A 30 minute move wouldn't register. And even if you wanted to move to the other side of the world, that would be fine too.

Your dad has to find his own entertainment, can't rely on his kids for that!

Member984815 · 15/02/2022 13:34

You can't live your life for other people , 30 mins is not far at all and he will soon get used to it .

billy1966 · 15/02/2022 13:34

30 minutes is nothing.

He is very wrong to guilt you.

Put your house back on the market and see less of him.

Do not accept snide remarks.

This is typical male selfishness, expecting a woman to put his needs first, ahead of what's best for her and her family.

You do not owe your father your future.

Your first responsibility is to your own family.

Move.Flowers

Echobelly · 15/02/2022 13:36

30 minutes away is not 'moving away' - a lot of people would love to be that close to their family. I live 25 minutes from my parents and always considered that staying really close to them!

Katela18 · 15/02/2022 13:47

Your dad is being really unreasonable to be making you feel guilty about this. As other posters have said, 30 mins is nothing!

My parents moved 6 hours away from my siblings and I, we still see them regularly. Do what you feel is best for your family!

Totalwasteofpaper · 15/02/2022 13:50

@Bex268

I can’t thank you enough for your posts everyone, so many in such a short space of time.

It’s definitely only 18 miles away, 30 minutes in the car.

I really want to and I wish I could shake these constant feelings of guilt away.

It's really not far we used to do that 2 x per week tosee relatives.

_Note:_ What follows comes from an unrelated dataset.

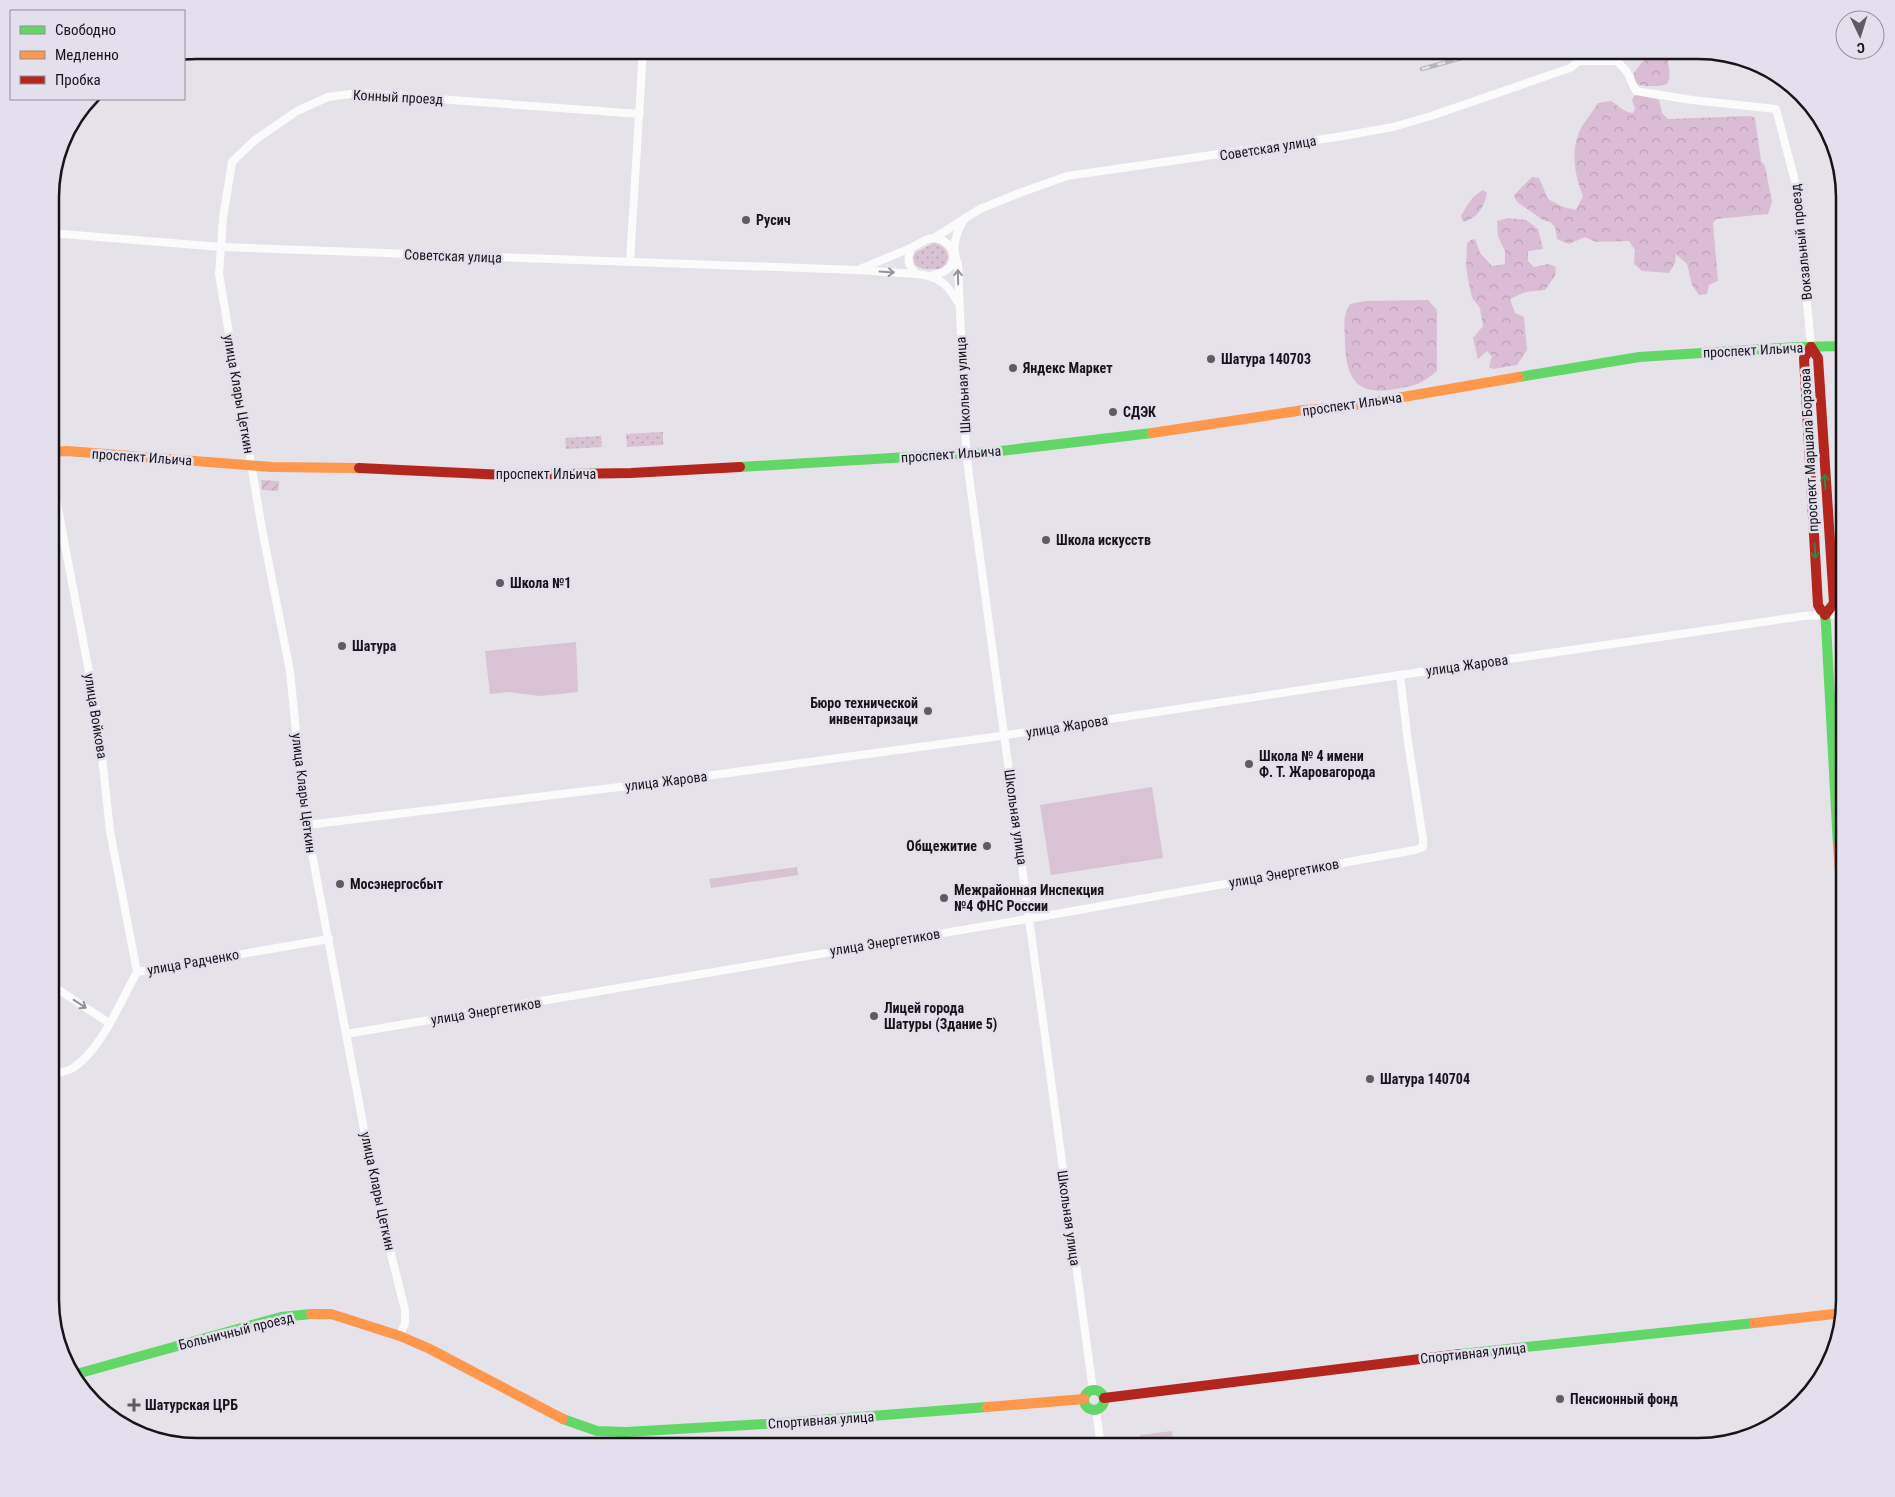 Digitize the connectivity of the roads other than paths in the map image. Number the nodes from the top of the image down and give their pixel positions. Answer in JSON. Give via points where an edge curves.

He should be helping you andqking your lives easier not guilt tripping you.
1
Crack on with your plans.

Horst · 15/02/2022 13:50

30 minutes is nothing. I’m moving what will be over an hour on public transport away from my parents and neither of us drive. My dh does but he works long hours.

My priority is my children and raising them in the best place I can. You helped your dad when he needed it and your sister is still there too.

Don’t become trapped for someone else’s wants. He wants you there he doesn’t need you there.

Totalwasteofpaper · 15/02/2022 13:50

The typos 🤦‍♀️

StrongTea · 15/02/2022 13:50

Your dad is active and in good health, very unfair of him to make you feel guilty. We moved away from mil and she wasn’t happy but tough.

Cherrysoup · 15/02/2022 13:51

Don’t let someone else delay your life plans, that’s really unfair of him. Surely your dh is going mad at the insanity of pulling the house off the market (and letting down the buyer!)

Flippydip · 15/02/2022 13:53

30 minutes? That's only down the road and still pretty local! Christ, I travel further than that to get to the nearest supermarket. It's very unfair of him to be annoyed with you, you shouldn't feel guilty at all.

SallyWD · 15/02/2022 13:59

It takes me 8 hours to drive to my parents house. I'd give anything to be only 30 minutes away. It's nothing. You can still see your dad a lot.